“Only in America”. Enroscada no sofá, assisti com uma espécie de carinho condescendente à obra de teatro que Kamala Harris procurou montar no comício da Pensilvânia. Não me interpretem mal, é claro que estou a torcer por ela. Mas o meu defeito profissional leva-me a pensar que se isto fosse uma peça da Broadway, o par protagonista não poderia adoecer. O sonho americano acaba quando nos mostram a conta.
Por cá, no Serviço Nacional de Saúde (SNS) somos mais de revista à portuguesa. Cabe sempre mais um à mesa mesmo que o almoço mal chegue para todos. A conta, pagamos nós, para não parecer mal às visitas, logo veremos como.
Os acordos de cooperação internacional para a saúde entre Portugal e os Países de Língua Oficial Portuguesa (PALOP) existem desde 1977. Cada caso é submetido a junta médica no país de origem, que emite um pedido de evacuação. Em teoria, o SNS assume as despesas médicas e o país de origem as de alojamento. O pedido inclui uma morada em Portugal e o nome da pessoa de contacto que se responsabiliza pelo doente. Está previsto apoio social das autarquias locais.
Na prática, não existe uma entidade portuguesa que confirme a veracidade destes dados. Por vezes, é o Serviço Social do próprio hospital onde o doente já está internado a constatar que aquela morada não é real ou que o contacto fornecido, quando existe, recusa esse ônus. As juntas de freguesia nem sempre dispõem dos recursos necessários para prestar apoio.
Entre estes doentes, aqueles evacuados por insuficiência renal - simplificando muito, a precisar de hemodiálise - são um grupo particular: não podem regressar a casa, onde o tratamento do qual dependem para viver não existe.
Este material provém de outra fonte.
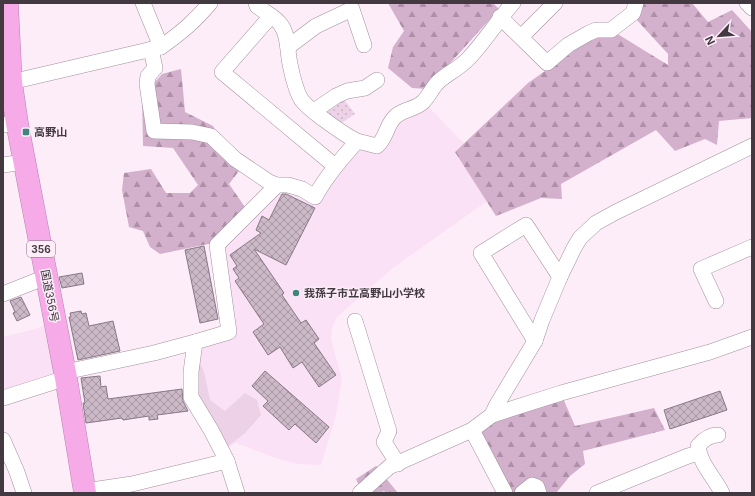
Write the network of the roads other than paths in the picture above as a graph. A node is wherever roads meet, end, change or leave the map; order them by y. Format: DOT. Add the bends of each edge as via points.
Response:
graph roads {
  1 [pos="7,3"];
  2 [pos="143,3"];
  3 [pos="210,3"];
  4 [pos="256,3"];
  5 [pos="513,3"];
  6 [pos="555,3"];
  7 [pos="636,3"];
  8 [pos="747,3"];
  9 [pos="752,8"];
  10 [pos="271,16"];
  11 [pos="500,17"];
  12 [pos="521,37"];
  13 [pos="364,45"];
  14 [pos="288,47"];
  15 [pos="156,48"];
  16 [pos="6,49"];
  17 [pos="377,80"];
  18 [pos="10,82"];
  19 [pos="314,111"];
  20 [pos="10,124"];
  21 [pos="357,141"];
  22 [pos="752,146"];
  23 [pos="14,164"];
  24 [pos="335,166"];
  25 [pos="277,185"];
  26 [pos="752,247"];
  27 [pos="46,277"];
  28 [pos="560,277"];
  29 [pos="3,294"];
  30 [pos="716,301"];
  31 [pos="355,321"];
  32 [pos="752,337"];
  33 [pos="535,341"];
  34 [pos="195,342"];
  35 [pos="66,375"];
  36 [pos="3,398"];
  37 [pos="492,415"];
  38 [pos="472,430"];
  39 [pos="718,435"];
  40 [pos="3,440"];
  41 [pos="699,453"];
  42 [pos="227,461"];
  43 [pos="398,464"];
  44 [pos="85,492"];
  45 [pos="24,493"];
  46 [pos="237,493"];
  47 [pos="360,493"];
  48 [pos="505,493"];
  49 [pos="522,493"];
  50 [pos="539,493"];
  51 [pos="597,493"];
  52 [pos="722,493"];
  1 -- 16 [label="highway, 国道356号 / 356"];
  2 -- 15 [label="street"];
  3 -- 15 [label="street" via="182,32"];
  4 -- 10 [label="street"];
  5 -- 11 [label="street"];
  6 -- 12 [label="street"];
  7 -- 12 [label="street" via="633,13 611,30 596,30 589,33 568,45 547,64"];
  8 -- 9 [label="street"];
  10 -- 14 [label="street" via="284,30"];
  10 -- 24 [label="street" via="222,72"];
  11 -- 12 [label="street"];
  11 -- 21 [label="street" via="460,67 438,82 423,102 395,117 377,146"];
  13 -- 14 [label="street" via="352,9 316,26"];
  14 -- 19 [label="street" via="298,93 303,102"];
  15 -- 18 [label="street"];
  15 -- 25 [label="street" via="155,68 148,76 147,84 154,132 192,132 211,136 235,158"];
  16 -- 18 [label="highway, 国道356号 / 356"];
  17 -- 19 [label="street" via="365,88 336,96"];
  18 -- 20 [label="highway, 国道356号 / 356"];
  19 -- 21 [label="street"];
  20 -- 23 [label="highway, 国道356号 / 356"];
  21 -- 24 [label="street"];
  22 -- 28 [label="street" via="596,223 580,238"];
  23 -- 27 [label="highway, 国道356号 / 356"];
  24 -- 25 [label="street" via="315,196 302,189"];
  25 -- 34 [label="street" via="217,245 229,332"];
  26 -- 30 [label="street" via="701,269"];
  27 -- 29 [label="street"];
  27 -- 35 [label="highway, 国道356号 / 356"];
  28 -- 33 [label="street"];
  28 -- 33 [label="street" via="526,226 481,253"];
  31 -- 43 [label="street" via="389,431 384,442"];
  32 -- 37 [label="street" via="710,352"];
  33 -- 37 [label="street"];
  34 -- 35 [label="street"];
  34 -- 42 [label="street" via="190,372 191,397"];
  35 -- 36 [label="street"];
  35 -- 44 [label="highway, 国道356号 / 356"];
  37 -- 38 [label="street"];
  38 -- 43 [label="street"];
  38 -- 48 [label="street"];
  39 -- 41 [label="street" via="701,442 698,446"];
  40 -- 45 [label="street"];
  41 -- 51 [label="street"];
  41 -- 52 [label="street" via="704,466"];
  42 -- 44 [label="street" via="132,484"];
  42 -- 46 [label="street"];
  43 -- 47 [label="street" via="389,467"];
  49 -- 50 [label="street" via="532,485 537,487"];
}
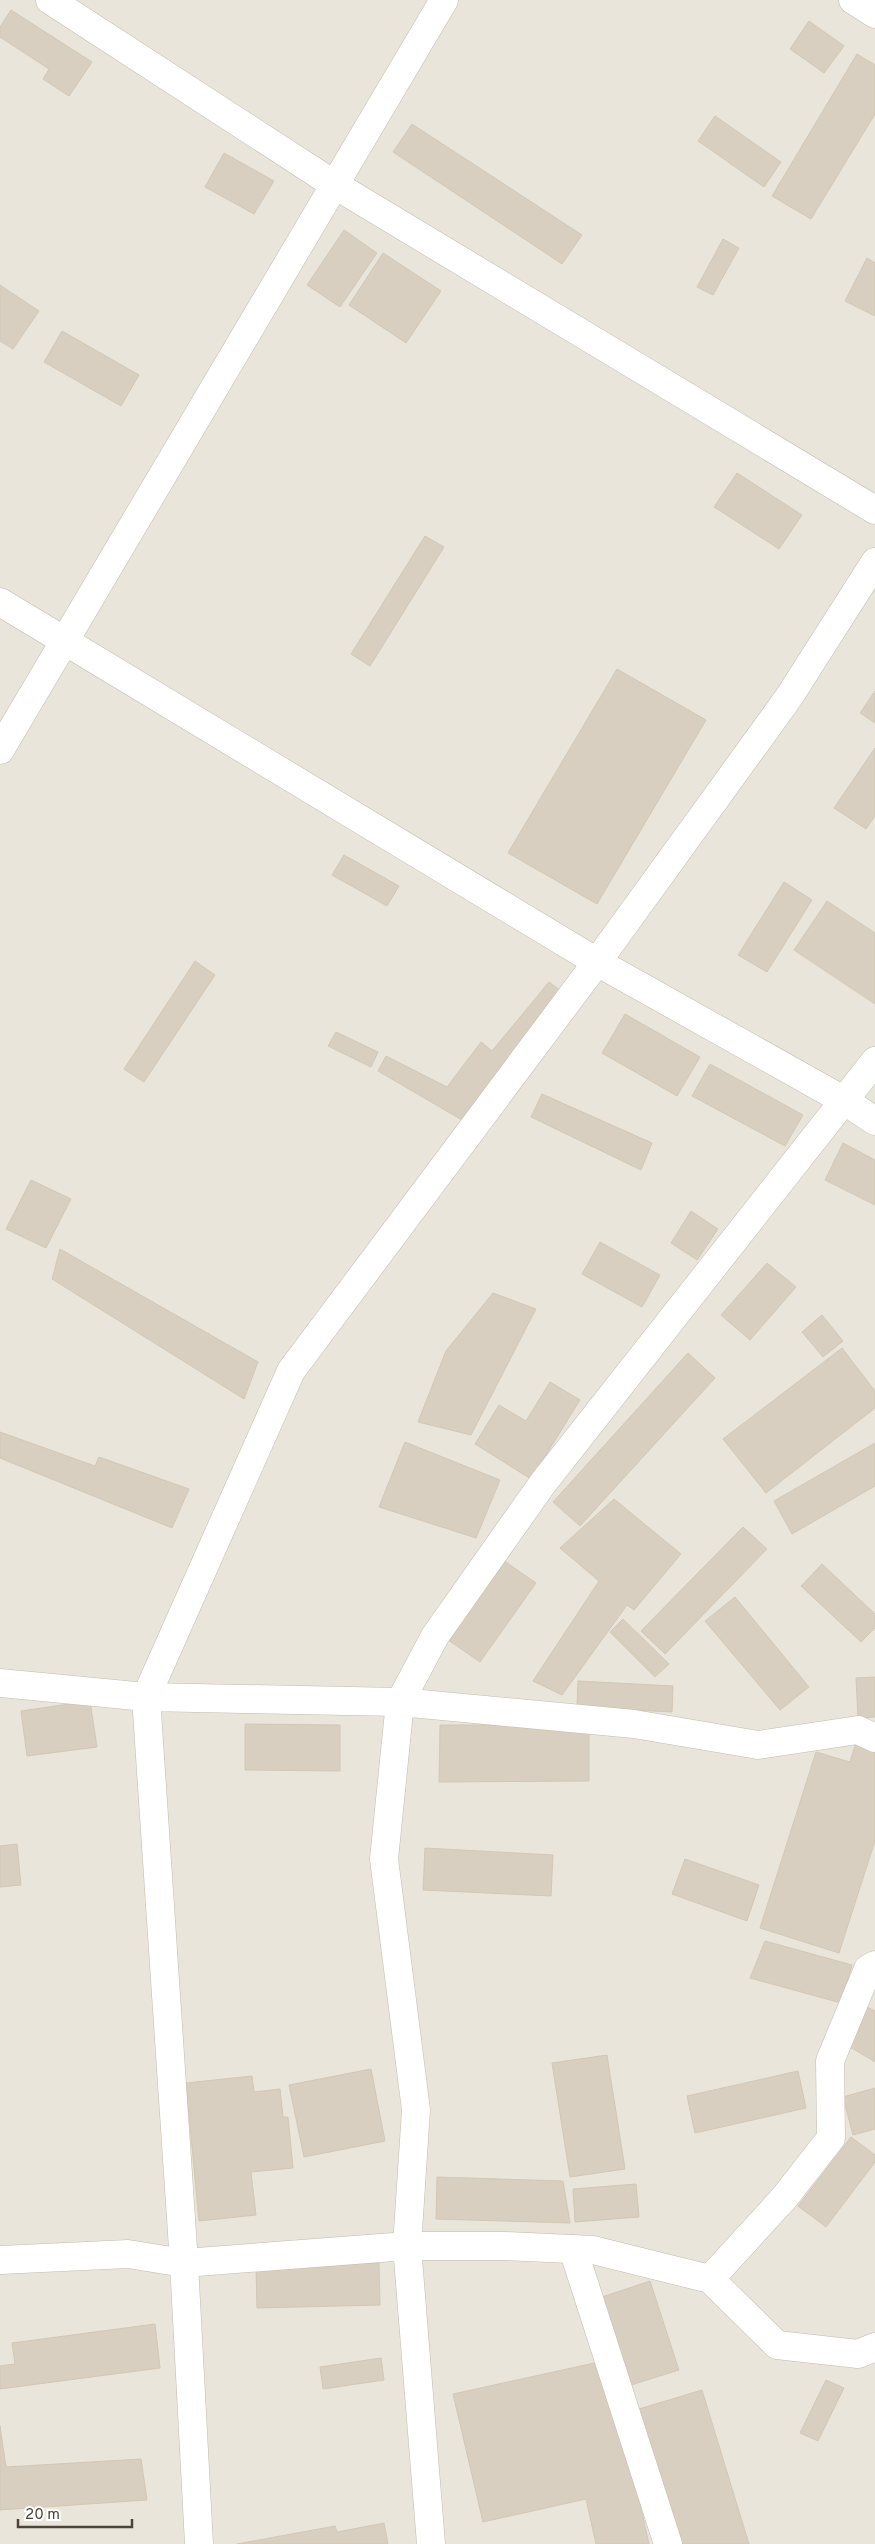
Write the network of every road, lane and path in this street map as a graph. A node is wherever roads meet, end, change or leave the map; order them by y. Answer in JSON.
{"nodes":[{"id":1,"x":50,"y":0,"type":"edge"},
{"id":2,"x":444,"y":0,"type":"edge"},
{"id":3,"x":853,"y":0,"type":"edge"},
{"id":4,"x":875,"y":14,"type":"edge"},
{"id":5,"x":335,"y":185,"type":"junction"},
{"id":6,"x":875,"y":510,"type":"edge"},
{"id":7,"x":875,"y":562,"type":"edge"},
{"id":8,"x":0,"y":602,"type":"edge"},
{"id":9,"x":64,"y":641,"type":"junction"},
{"id":10,"x":0,"y":750,"type":"edge"},
{"id":11,"x":597,"y":962,"type":"junction"},
{"id":12,"x":875,"y":1060,"type":"edge"},
{"id":13,"x":845,"y":1101,"type":"junction"},
{"id":14,"x":875,"y":1121,"type":"edge"},
{"id":15,"x":0,"y":1683,"type":"edge"},
{"id":16,"x":146,"y":1697,"type":"junction"},
{"id":17,"x":400,"y":1702,"type":"junction"},
{"id":18,"x":875,"y":1738,"type":"edge"},
{"id":19,"x":875,"y":1965,"type":"edge"},
{"id":20,"x":407,"y":2246,"type":"junction"},
{"id":21,"x":573,"y":2250,"type":"junction"},
{"id":22,"x":0,"y":2260,"type":"edge"},
{"id":23,"x":184,"y":2263,"type":"junction"},
{"id":24,"x":710,"y":2279,"type":"junction"},
{"id":25,"x":875,"y":2347,"type":"edge"},
{"id":26,"x":199,"y":2544,"type":"edge"},
{"id":27,"x":431,"y":2544,"type":"edge"},
{"id":28,"x":668,"y":2544,"type":"edge"}],
"edges":[{"from":1,"to":5,"type":"street"},
{"from":2,"to":5,"type":"street"},
{"from":3,"to":4,"type":"street"},
{"from":5,"to":6,"type":"street"},
{"from":5,"to":9,"type":"street"},
{"from":7,"to":11,"type":"street"},
{"from":8,"to":9,"type":"street"},
{"from":9,"to":10,"type":"street"},
{"from":9,"to":11,"type":"street"},
{"from":11,"to":13,"type":"street"},
{"from":11,"to":16,"type":"street"},
{"from":12,"to":13,"type":"street"},
{"from":13,"to":14,"type":"street"},
{"from":13,"to":17,"type":"street"},
{"from":15,"to":16,"type":"street"},
{"from":16,"to":17,"type":"street"},
{"from":16,"to":23,"type":"street"},
{"from":17,"to":18,"type":"street"},
{"from":17,"to":20,"type":"street"},
{"from":19,"to":24,"type":"street"},
{"from":20,"to":21,"type":"street"},
{"from":20,"to":23,"type":"street"},
{"from":20,"to":27,"type":"street"},
{"from":21,"to":24,"type":"street"},
{"from":21,"to":28,"type":"street"},
{"from":22,"to":23,"type":"street"},
{"from":23,"to":26,"type":"street"},
{"from":24,"to":25,"type":"street"}]}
O estado português não paga alguns atos médicos isolados, paga todas as despesas de saúde, para o resto da vida. Se o doente não tiver para onde ir, os Serviços Sociais movem mundos e fundos para encontrar uma vaga na rede de cuidados continuados ou obter algum tipo de prestação social que permita ao doente subsistir fora do hospital. Não é um almoço isolado, é um bar aberto e vitalício.
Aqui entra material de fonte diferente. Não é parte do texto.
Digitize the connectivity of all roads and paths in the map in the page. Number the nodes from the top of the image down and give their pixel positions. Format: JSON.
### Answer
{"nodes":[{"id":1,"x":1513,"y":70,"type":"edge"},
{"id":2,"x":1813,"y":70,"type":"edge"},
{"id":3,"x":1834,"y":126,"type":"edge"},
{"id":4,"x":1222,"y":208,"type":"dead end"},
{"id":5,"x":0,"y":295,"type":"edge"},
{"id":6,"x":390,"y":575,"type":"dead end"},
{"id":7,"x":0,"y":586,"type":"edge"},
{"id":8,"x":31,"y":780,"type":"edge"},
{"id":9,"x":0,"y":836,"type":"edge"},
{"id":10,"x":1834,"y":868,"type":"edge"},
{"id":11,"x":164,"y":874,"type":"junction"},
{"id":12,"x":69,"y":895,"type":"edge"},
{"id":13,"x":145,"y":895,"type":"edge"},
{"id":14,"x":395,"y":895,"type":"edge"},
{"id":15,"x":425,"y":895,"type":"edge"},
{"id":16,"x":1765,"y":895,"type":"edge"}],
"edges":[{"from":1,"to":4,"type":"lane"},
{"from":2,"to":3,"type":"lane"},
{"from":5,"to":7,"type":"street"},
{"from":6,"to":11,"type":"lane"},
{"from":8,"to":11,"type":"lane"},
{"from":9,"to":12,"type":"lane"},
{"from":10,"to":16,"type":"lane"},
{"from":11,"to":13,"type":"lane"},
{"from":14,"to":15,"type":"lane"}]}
Para agravar a situação, há listas de espera nos países de origem. Desconhecemos os critérios - médicos ou não - que cada um utiliza para decidir quem salva e quem não. Quando a via protocolar não é uma opção em tempo útil, há quem venha por conta própria. Alguns, dotados da leveza que só a liquidez oferece, falam um português perfeito e chegam a pagar alguns tratamentos a título particular antes de recorrer ao SNS e seguir o mesmo caminho que os restantes. Mas são a minoria. Outros, chegam ao aeroporto apenas para seguir de imediato para o serviço de urgência em condições clínicas menos do que simpáticas. Mal falam português e deixaram tudo o que conheciam para trás e para sempre. Já em 2018, um estudo sobre o perfil social dos doentes hemodialisados em Portugal sinalizava os doentes oriundos dos PALOP como um grupo particularmente frágil. Caídos, como de paraquedas, com baixíssima literacia em saúde e barreiras linguísticas difíceis de ultrapassar, o cumprimento terapêutico nem sempre é o melhor, o que também pode aumentar os custos do tratamento. Mais despesa.
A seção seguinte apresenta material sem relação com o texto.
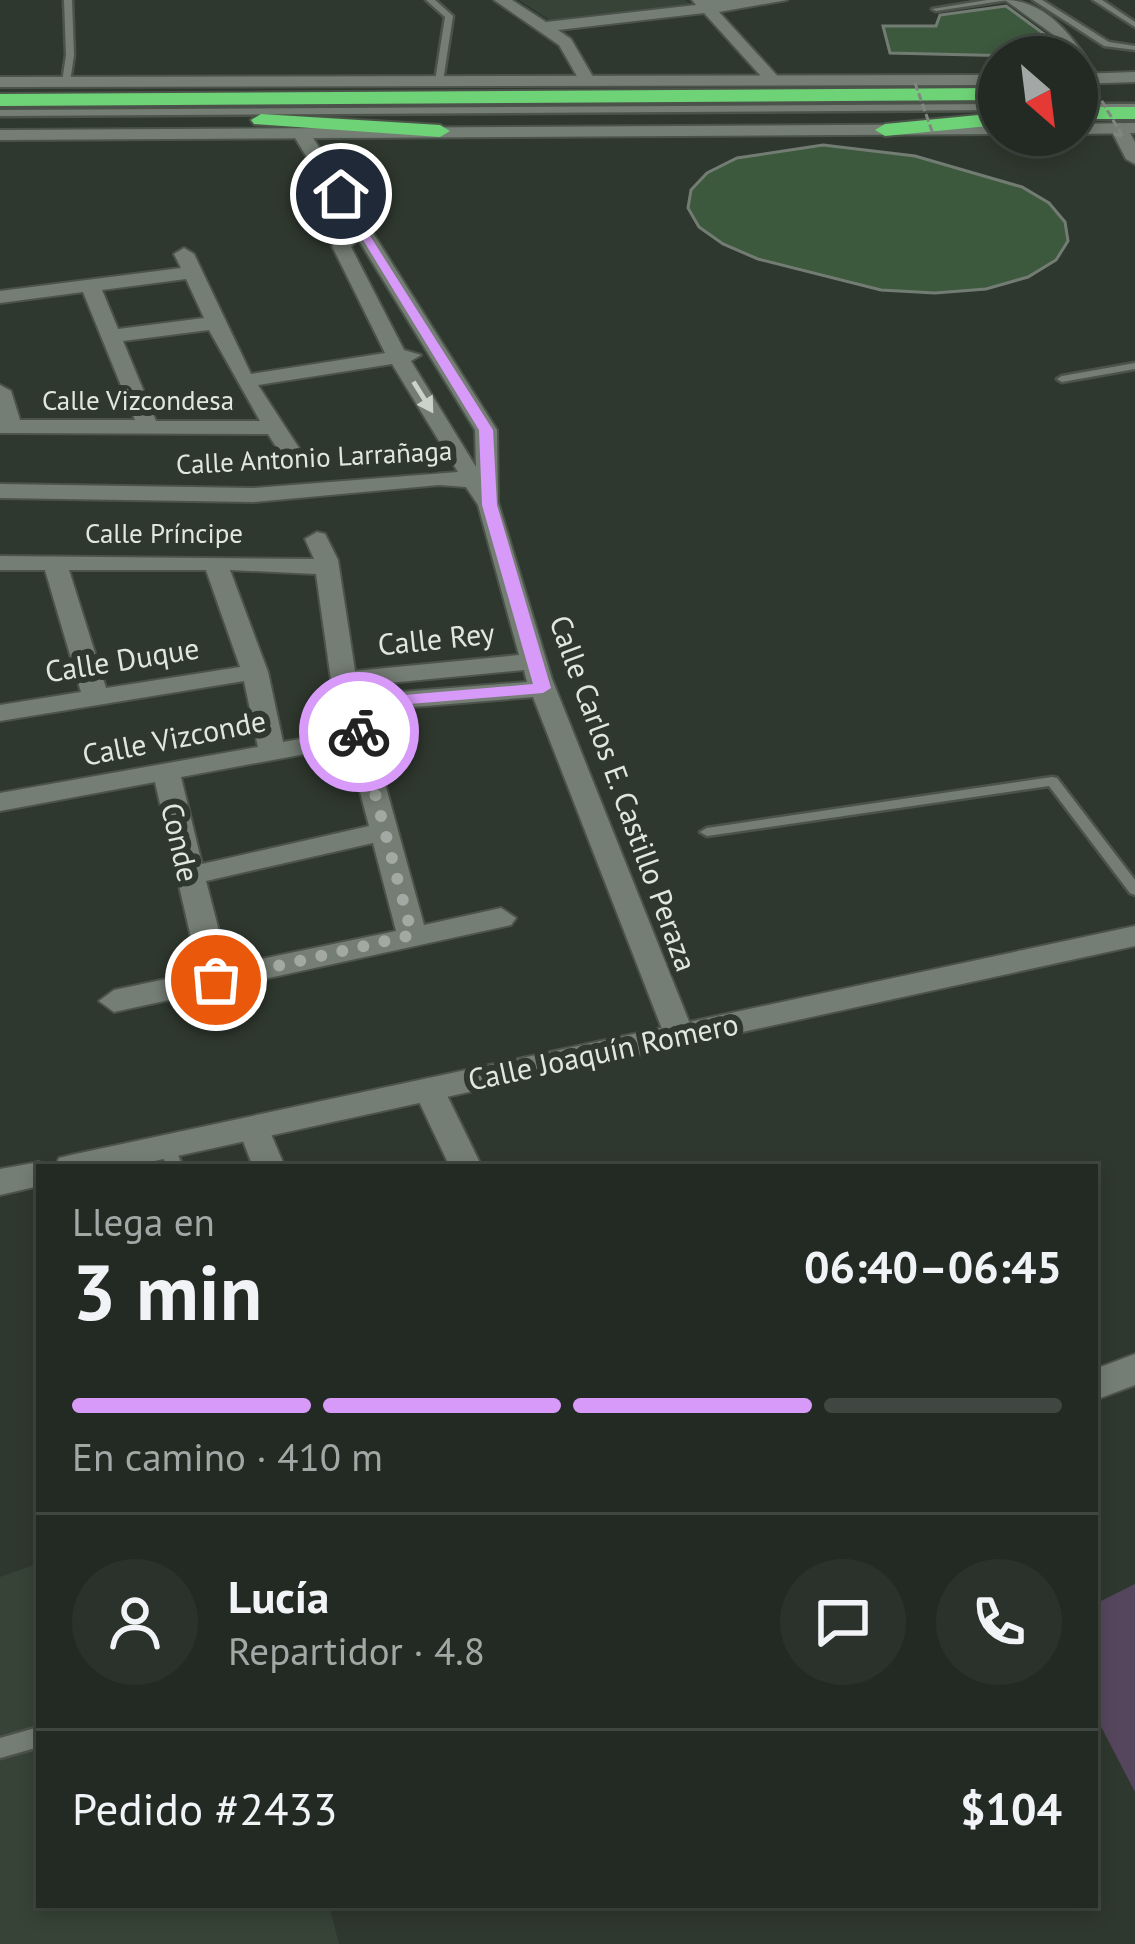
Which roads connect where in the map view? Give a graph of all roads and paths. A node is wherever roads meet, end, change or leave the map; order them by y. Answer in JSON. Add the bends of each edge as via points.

Esta reflexão não é um exercício de xenofobia. Como já deve ser evidente, prefiro o sonho da solidariedade portuguesa ao sonho americano. Mas o modelo atual falha-nos. Falha aos cidadãos nacionais sobre quem recai o peso das despesas médicas de um grupo crescente de pessoas que têm escassas possibilidades de virem a constituir carreira contributiva no país que os acolhe. E falha aos doentes evacuados a quem oferece uma esperança de vida de primeiro mundo, é certo, mas nega os recursos básicos que lhes permitiriam integrar-se na sociedade, exercer uma profissão, ser autossuficiente, reunir a família, gerar riqueza, prosperar. Viver em vez de sobreviver. Fazem falta aulas de português, apoio na procura de emprego, entre muitas outras coisas mas também, claro, uma partilha mais efetiva da responsabilidade com os países parceiros e um sistema de fiscalização que funcione.
O contrato social não é um capítulo dos livros de história. É a base da sociedade civil moderna e, em última instância, um fator importante de coesão. Saibamos dar aos sonhadores que recebermos um lugar de pleno direito à nossa mesa.